Au tournant du XXe siècle, l'industrie textile suisse, confrontée à une crise et à une concurrence accrue, se tourne de plus en plus vers les pays voisins pour recruter une main-d'oeuvre prête à accepter des conditions de travail peu attractives. À partir de 1908, une quarantaine d’ouvrières italiennes arrivent à Mels (SG), un village proche de Sargans. Elles sont hébergées dans le «Mädchenheim » rattaché à l'usine textile Schuler Heer. La plupart de ces jeunes ouvrières sont catholiques, mineures et issues de milieux ruraux modestes ; leur migration intervient typiquement dans un cycle de vie précis, entre la fin de l'enfance et le mariage. Cette main-d'oeuvre est considérée comme particulièrement vulnérable, c'est pourquoi le séjour nécessite un encadrement pédagogique et moral, qui est assuré par les soeurs de Menzingen.
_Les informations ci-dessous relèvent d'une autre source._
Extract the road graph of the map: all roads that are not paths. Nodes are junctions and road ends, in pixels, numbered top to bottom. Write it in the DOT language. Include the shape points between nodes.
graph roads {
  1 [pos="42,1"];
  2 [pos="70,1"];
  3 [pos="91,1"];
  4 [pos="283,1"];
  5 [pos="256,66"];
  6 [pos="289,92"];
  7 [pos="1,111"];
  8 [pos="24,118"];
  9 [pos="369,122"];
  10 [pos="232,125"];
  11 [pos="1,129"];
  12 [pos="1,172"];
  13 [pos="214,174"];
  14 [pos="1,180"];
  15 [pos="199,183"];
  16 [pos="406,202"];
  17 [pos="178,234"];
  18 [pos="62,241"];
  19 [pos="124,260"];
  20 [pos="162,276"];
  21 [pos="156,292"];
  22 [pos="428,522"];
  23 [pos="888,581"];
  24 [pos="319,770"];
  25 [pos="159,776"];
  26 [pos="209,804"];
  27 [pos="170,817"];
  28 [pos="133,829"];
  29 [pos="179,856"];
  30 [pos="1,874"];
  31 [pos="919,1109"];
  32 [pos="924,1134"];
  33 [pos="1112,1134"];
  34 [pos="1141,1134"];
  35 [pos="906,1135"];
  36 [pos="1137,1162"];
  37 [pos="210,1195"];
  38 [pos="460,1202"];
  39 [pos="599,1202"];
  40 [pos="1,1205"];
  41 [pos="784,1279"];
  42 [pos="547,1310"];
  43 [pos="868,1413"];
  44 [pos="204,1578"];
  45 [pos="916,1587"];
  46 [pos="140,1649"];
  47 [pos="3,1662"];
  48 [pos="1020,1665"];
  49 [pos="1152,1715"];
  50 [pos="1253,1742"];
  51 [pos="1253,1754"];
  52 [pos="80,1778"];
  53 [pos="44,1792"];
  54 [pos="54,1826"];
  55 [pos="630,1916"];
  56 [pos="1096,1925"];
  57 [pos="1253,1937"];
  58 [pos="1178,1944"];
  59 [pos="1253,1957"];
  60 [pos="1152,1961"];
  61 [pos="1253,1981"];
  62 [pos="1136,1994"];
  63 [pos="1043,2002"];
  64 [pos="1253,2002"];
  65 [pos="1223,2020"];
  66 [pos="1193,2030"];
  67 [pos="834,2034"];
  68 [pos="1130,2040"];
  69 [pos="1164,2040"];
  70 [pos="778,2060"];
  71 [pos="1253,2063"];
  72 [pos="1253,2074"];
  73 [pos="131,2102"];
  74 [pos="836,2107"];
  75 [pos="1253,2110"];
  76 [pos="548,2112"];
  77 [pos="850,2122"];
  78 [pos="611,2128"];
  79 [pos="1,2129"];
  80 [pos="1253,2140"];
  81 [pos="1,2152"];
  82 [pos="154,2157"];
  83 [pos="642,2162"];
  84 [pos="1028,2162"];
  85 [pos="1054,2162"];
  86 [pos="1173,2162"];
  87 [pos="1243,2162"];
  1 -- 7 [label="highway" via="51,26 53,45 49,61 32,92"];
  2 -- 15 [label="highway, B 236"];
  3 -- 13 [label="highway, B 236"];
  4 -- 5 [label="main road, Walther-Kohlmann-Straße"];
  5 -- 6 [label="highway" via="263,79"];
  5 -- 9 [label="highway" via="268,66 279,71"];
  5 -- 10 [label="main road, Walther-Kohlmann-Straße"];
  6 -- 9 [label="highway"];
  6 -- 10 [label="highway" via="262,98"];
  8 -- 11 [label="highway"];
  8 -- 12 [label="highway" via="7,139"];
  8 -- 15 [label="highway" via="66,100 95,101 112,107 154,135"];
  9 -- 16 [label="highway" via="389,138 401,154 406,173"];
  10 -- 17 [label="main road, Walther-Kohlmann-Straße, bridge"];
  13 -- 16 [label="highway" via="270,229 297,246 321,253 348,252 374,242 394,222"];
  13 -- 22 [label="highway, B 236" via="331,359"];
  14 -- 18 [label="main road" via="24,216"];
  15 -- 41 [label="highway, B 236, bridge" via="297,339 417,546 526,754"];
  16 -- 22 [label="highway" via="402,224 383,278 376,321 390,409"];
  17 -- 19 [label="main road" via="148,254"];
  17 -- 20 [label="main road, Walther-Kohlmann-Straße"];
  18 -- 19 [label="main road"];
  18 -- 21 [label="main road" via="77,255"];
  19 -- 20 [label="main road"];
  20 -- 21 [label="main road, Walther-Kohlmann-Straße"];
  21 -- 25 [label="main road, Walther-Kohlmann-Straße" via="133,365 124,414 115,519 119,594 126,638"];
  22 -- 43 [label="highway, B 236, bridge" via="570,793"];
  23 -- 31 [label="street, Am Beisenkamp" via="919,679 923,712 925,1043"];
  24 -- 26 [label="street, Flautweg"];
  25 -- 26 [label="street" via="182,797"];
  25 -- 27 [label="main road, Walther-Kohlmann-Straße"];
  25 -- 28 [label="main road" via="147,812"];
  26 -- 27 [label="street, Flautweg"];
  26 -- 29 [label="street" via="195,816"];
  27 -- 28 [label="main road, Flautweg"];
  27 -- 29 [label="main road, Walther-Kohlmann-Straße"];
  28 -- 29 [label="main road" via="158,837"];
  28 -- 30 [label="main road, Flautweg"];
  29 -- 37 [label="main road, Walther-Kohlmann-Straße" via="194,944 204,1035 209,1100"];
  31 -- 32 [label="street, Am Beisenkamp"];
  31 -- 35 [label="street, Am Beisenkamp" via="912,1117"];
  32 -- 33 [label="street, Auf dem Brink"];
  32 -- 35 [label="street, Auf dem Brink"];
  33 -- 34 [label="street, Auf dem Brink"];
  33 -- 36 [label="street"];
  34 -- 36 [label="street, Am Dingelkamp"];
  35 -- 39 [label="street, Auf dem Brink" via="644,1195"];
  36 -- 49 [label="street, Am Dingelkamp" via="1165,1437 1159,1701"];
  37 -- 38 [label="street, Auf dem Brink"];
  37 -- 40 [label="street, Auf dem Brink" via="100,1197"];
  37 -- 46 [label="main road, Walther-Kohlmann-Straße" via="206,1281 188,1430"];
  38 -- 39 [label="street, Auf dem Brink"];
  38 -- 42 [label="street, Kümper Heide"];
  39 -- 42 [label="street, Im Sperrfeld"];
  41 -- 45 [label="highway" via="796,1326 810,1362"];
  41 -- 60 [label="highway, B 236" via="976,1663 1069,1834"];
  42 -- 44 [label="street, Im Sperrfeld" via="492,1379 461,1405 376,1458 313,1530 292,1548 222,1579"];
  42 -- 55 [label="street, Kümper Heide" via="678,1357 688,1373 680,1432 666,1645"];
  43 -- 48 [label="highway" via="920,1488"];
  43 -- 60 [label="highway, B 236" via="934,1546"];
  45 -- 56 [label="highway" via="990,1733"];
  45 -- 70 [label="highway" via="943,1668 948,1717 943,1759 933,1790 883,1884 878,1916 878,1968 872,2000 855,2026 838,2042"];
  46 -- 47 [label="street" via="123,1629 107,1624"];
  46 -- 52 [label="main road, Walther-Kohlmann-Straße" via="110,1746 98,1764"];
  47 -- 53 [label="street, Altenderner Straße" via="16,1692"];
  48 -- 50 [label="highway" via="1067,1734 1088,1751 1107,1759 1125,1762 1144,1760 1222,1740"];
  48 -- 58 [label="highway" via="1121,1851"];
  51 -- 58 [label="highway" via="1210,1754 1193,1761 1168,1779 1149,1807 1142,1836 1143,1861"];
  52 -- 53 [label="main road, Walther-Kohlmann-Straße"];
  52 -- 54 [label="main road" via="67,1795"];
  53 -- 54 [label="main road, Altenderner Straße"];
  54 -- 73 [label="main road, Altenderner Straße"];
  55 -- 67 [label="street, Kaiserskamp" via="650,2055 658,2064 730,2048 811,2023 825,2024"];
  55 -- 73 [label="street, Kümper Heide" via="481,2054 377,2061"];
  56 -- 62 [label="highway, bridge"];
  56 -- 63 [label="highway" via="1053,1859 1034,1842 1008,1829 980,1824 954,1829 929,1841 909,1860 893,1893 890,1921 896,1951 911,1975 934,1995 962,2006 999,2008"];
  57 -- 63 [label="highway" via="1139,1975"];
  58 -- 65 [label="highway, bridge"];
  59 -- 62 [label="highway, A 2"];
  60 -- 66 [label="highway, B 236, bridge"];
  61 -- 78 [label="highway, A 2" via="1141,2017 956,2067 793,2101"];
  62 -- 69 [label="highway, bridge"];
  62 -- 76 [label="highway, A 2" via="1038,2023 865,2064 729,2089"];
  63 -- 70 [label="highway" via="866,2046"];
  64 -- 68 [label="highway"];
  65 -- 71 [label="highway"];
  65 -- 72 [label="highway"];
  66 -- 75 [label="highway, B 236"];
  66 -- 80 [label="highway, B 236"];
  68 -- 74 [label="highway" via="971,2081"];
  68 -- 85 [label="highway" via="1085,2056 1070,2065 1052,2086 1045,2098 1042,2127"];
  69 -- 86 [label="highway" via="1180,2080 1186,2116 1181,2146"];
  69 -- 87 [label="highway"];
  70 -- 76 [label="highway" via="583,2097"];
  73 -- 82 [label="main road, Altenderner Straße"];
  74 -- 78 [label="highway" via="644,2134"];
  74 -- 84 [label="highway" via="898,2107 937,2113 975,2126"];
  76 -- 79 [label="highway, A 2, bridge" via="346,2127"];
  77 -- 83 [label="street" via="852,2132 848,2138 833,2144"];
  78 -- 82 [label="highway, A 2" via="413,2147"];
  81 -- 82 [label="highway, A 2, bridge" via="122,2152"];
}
Le système des foyers pour jeunes filles en Suisse s'inscrit dans une continuité européenne (occidentale) et nord-américaine du modèle du couvent-usine, qui apparaît au XIXe siècle, à la suite de la lutte supposée contre la pauvreté et l'immoralité causées par l'ère industrielle. Le foyer pour jeunes filles doit non seulement protéger les travailleuses, mais aussi les transformer par le travail domestique, en leur apprenant la discipline, la rigueur et l'obéissance, afin qu'elles puissent ensuite, une fois mariées, mener une vie de femme au foyer mariée, consacrée au travail, à la reproduction et à la foi.
Ce travail cherche en premier lieu à comprendre le fonctionnement du système du Mädchenheim et s'interroge en conséquence sur les imbrications des acteurs et actrices industrielles et religieuses ainsi que des autorités locales et fédérales qui font vivre le système.
Il postule que le système repose avant tout sur l'isolement des ouvrières italiennes à Mels. Leur vie se structure autour du contrôle de leur corps et de leur quotidien, tant à l'usine qu'au foyer. Elles ne sont pas autorisées à sortir seules, leur correspondance avec le monde extérieur est contrôlée et leur salaire est géré par les religieuses. Ces mesures conduisent à la création d'un espace clos qui, premièrement, isole les travailleuses du village de Mels, de la population locale et de leur langue. Deuxièmement, ces mesures ont également pour effet d'isoler les ouvrières italiennes du reste du personnel de l'usine et des syndicats, car elles ne peuvent pas se solidariser en vue d'éventuels conflits de travail. Jusqu'à la fin du foyer en 1970, ces principaux vecteurs de contrôle par les sœurs sont largement maintenus.
Cela sert avant tout les acteurs de l'industrie, qui trouvent dans les ouvrières italiennes une maind'œuvre vulnérable et « malléable » en raison de leur âge, de leur sexe et, surtout, de leur origine. Leur migration temporaire et leur attachement au foyer s'avèrent appropriés pour faire face à la nature très fluctuante de l'industrie textile transnationale. De leur côté, les actrices religieuses font du prosélytisme pour un monde meilleur, le foyer de Mels servant d'exemple pour la vie d'une « bonne » famille chrétienne civilisée. Outre les objectifs caritatifs, les foyers pour jeunes filles servent également à assurer la relève à plus long terme, c'est-à-dire l'avenir de l'Institut de Menzingen : des centaines d'ouvrières sont recrutées dans les foyers pour devenir les futures sœurs de Menzingen. Les autorités, de leur côté, sont libérées de leur tâche d'intégrer les travailleuses dans les foyers ou d'en assumer la responsabilité au niveau communal et fédéral, et donc d'investissements de toute sorte. Elles n'ont pas à craindre une « surpopulation étrangère », mais leur donnent à l’industrie textile une main-d'oeuvre flexible qui contribue à augmenter le produit intérieur brut dans un secteur important pour la prospérité de l'économie nationale.